Brief: Transcribe the following records exactly, images excluded.

Given records:
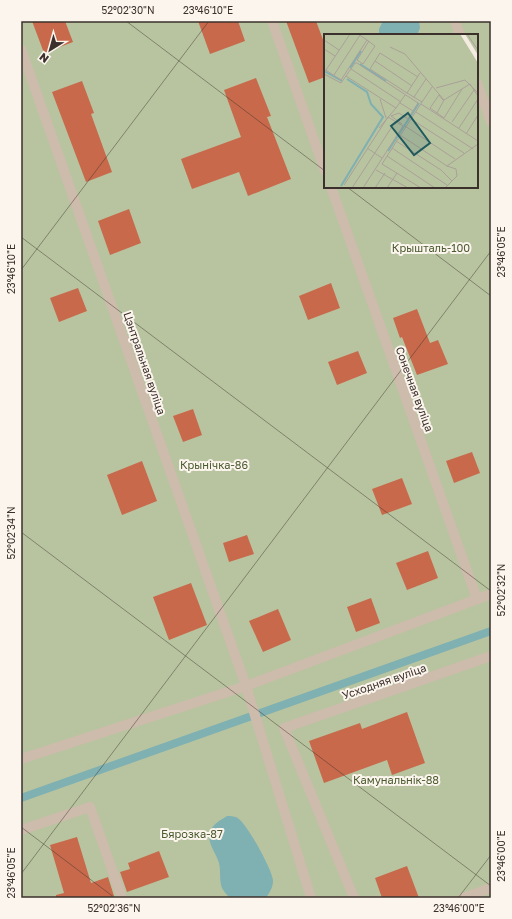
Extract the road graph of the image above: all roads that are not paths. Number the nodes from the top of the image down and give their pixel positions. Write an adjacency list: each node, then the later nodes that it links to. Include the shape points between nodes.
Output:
1 (272, 21): 7 (lane)
2 (455, 21): 3 (lane)
3 (460, 34)
4 (21, 49): 12 (lane, Цэнтральная вуліца)
5 (478, 87): 6 (lane)
6 (491, 122)
7 (324, 168)
8 (331, 188): 10 (lane, Сонечная вуліца)
9 (491, 594): 10 (lane)
10 (477, 599): 12 (lane)
11 (491, 656): 18 (lane, Усходняя вуліца, via 284,728)
12 (246, 686): 13 (lane); 17 (lane, Цэнтральная вуліца)
13 (21, 759)
14 (21, 830): 16 (lane, via 90,806)
15 (491, 888): 19 (lane)
16 (122, 898)
17 (310, 898)
18 (354, 898)
19 (463, 898)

Answer:
Extract the road graph of the image above: all roads that are not paths. Number the nodes from the top of the image down and give their pixel positions. Write an adjacency list: each node, then the later nodes that it links to. Include the shape points between nodes.
Output:
1 (272, 21): 7 (lane)
2 (455, 21): 3 (lane)
3 (460, 34)
4 (21, 49): 12 (lane, Цэнтральная вуліца)
5 (478, 87): 6 (lane)
6 (491, 122)
7 (324, 168)
8 (331, 188): 10 (lane, Сонечная вуліца)
9 (491, 594): 10 (lane)
10 (477, 599): 12 (lane)
11 (491, 656): 18 (lane, Усходняя вуліца, via 284,728)
12 (246, 686): 13 (lane); 17 (lane, Цэнтральная вуліца)
13 (21, 759)
14 (21, 830): 16 (lane, via 90,806)
15 (491, 888): 19 (lane)
16 (122, 898)
17 (310, 898)
18 (354, 898)
19 (463, 898)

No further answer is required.